Start of EXTRACTED ENTRIES

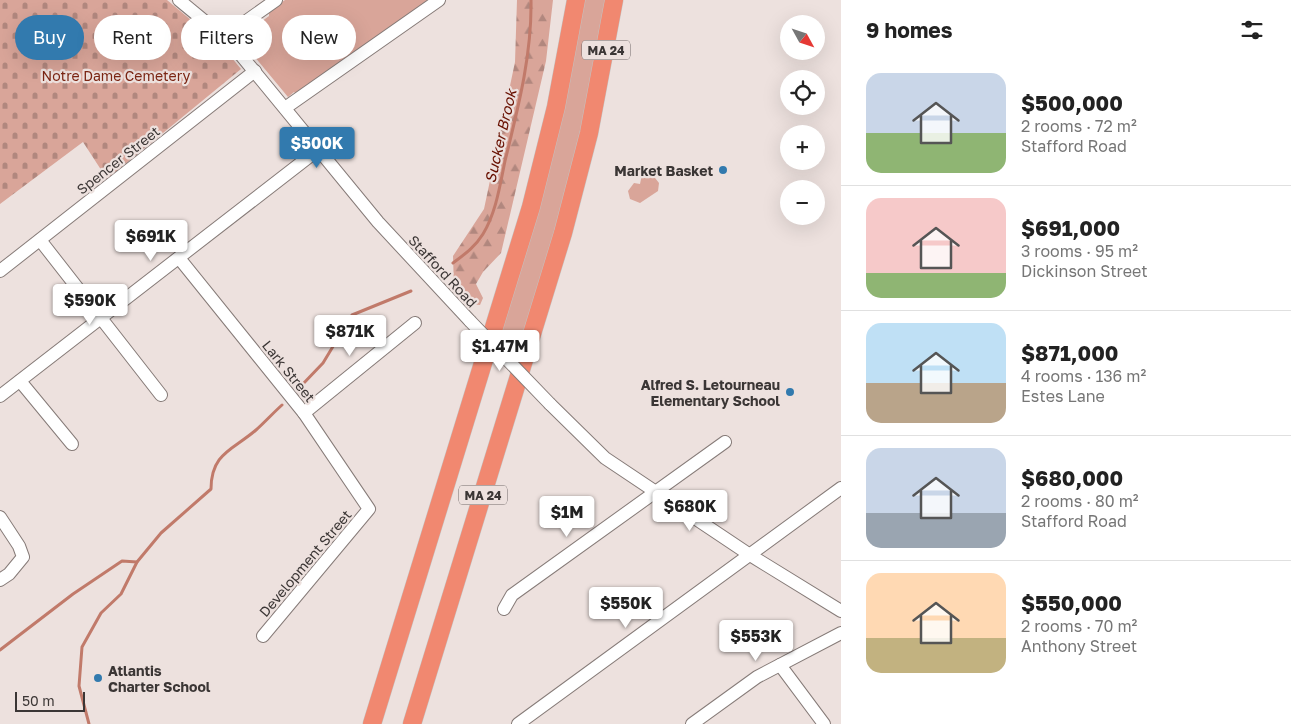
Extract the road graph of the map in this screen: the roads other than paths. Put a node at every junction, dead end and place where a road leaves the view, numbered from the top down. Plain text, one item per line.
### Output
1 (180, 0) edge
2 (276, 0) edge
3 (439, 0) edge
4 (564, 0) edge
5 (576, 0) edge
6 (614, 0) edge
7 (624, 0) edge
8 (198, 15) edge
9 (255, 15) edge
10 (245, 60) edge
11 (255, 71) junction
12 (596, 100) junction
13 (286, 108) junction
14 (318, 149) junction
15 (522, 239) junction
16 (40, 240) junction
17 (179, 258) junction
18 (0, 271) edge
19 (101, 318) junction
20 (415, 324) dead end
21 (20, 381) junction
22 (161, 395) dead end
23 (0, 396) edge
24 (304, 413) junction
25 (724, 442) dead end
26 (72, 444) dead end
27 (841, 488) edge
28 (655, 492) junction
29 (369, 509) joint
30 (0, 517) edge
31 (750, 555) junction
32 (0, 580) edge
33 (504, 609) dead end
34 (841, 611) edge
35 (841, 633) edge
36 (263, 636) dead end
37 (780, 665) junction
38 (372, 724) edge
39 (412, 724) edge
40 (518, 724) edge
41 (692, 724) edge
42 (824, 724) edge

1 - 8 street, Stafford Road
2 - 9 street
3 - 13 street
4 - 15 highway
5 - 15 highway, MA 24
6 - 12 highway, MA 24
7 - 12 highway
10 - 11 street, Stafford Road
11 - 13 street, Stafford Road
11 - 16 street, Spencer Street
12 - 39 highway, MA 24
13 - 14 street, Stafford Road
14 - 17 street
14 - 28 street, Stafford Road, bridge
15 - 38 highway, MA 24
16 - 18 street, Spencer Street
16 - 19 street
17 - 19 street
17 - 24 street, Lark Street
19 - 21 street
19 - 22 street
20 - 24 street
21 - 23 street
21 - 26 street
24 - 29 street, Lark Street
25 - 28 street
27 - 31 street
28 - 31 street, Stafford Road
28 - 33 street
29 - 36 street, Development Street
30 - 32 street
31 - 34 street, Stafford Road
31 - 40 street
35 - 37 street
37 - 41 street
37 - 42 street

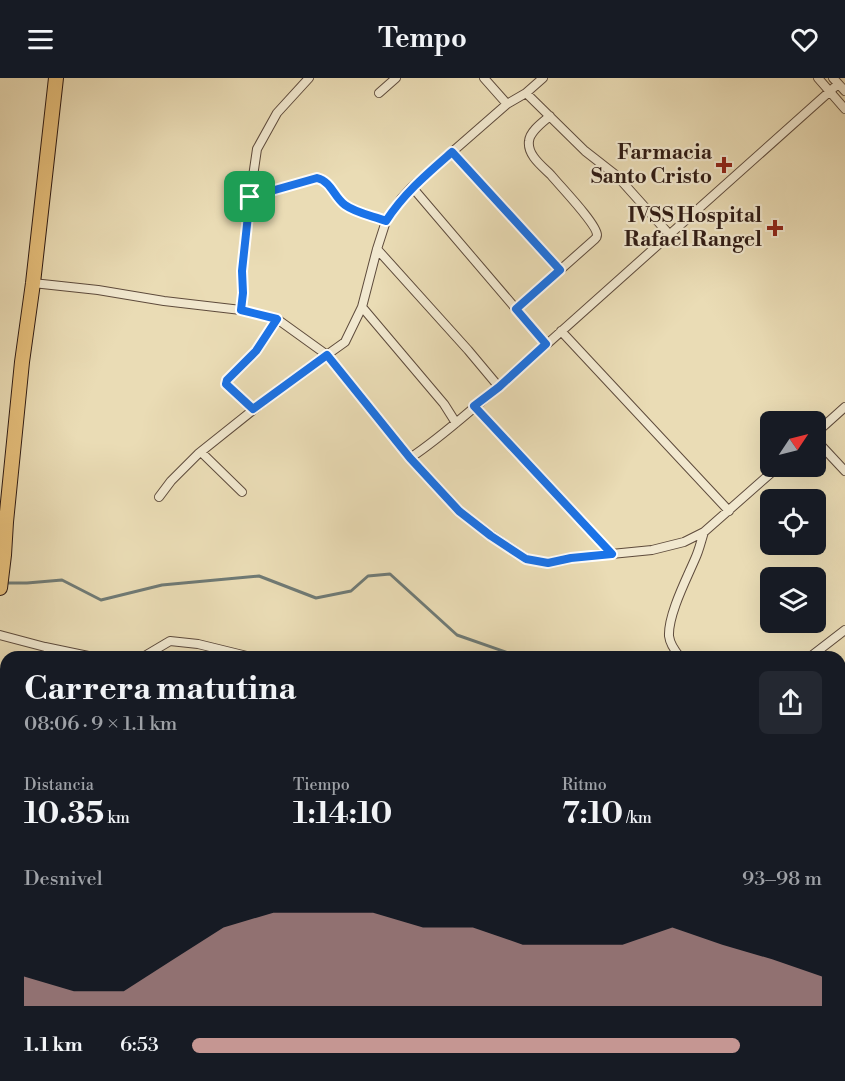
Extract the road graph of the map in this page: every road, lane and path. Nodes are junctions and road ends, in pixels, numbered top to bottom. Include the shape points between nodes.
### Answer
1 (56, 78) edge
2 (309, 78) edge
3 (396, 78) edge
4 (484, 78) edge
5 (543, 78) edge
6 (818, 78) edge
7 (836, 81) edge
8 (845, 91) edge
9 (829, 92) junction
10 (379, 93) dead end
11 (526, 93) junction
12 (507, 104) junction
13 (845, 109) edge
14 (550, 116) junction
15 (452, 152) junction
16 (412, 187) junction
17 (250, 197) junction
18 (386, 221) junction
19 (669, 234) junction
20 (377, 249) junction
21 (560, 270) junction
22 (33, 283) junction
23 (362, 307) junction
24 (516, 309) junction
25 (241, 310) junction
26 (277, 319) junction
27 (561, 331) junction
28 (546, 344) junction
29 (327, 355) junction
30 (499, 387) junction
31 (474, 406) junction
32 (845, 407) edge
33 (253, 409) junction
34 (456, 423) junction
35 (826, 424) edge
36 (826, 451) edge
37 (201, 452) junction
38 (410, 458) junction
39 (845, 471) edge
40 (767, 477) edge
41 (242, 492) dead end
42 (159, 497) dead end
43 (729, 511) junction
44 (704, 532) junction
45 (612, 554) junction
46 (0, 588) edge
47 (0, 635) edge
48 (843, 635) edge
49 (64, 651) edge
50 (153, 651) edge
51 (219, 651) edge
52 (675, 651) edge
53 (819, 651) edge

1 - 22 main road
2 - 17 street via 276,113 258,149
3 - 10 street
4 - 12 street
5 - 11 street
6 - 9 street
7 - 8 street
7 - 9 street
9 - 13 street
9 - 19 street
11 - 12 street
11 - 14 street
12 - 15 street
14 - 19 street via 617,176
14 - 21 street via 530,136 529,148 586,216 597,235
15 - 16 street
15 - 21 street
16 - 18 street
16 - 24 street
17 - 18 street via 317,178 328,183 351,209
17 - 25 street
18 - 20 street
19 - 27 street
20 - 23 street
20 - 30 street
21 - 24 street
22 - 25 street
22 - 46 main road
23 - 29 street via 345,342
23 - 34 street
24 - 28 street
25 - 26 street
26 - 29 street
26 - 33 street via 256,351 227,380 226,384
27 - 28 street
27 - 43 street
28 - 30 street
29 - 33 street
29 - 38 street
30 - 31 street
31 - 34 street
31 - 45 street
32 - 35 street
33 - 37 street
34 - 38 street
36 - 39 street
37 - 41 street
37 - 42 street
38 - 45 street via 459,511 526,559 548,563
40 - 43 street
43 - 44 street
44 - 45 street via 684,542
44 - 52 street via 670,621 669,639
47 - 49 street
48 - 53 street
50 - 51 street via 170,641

End of EXTRACTED ENTRIES

▶ **ACTION ITEM**
Look through the data and show every line containing "graph".

▶ **TASK ANSWER**
Extract the road graph of the map in this screen: the roads other than paths. Put a node at every junction, dead end and place where a road leaves the view, numbered from the top down. Plain text, one item per line.
Extract the road graph of the map in this page: every road, lane and path. Nodes are junctions and road ends, in pixels, numbered top to bottom. Include the shape points between nodes.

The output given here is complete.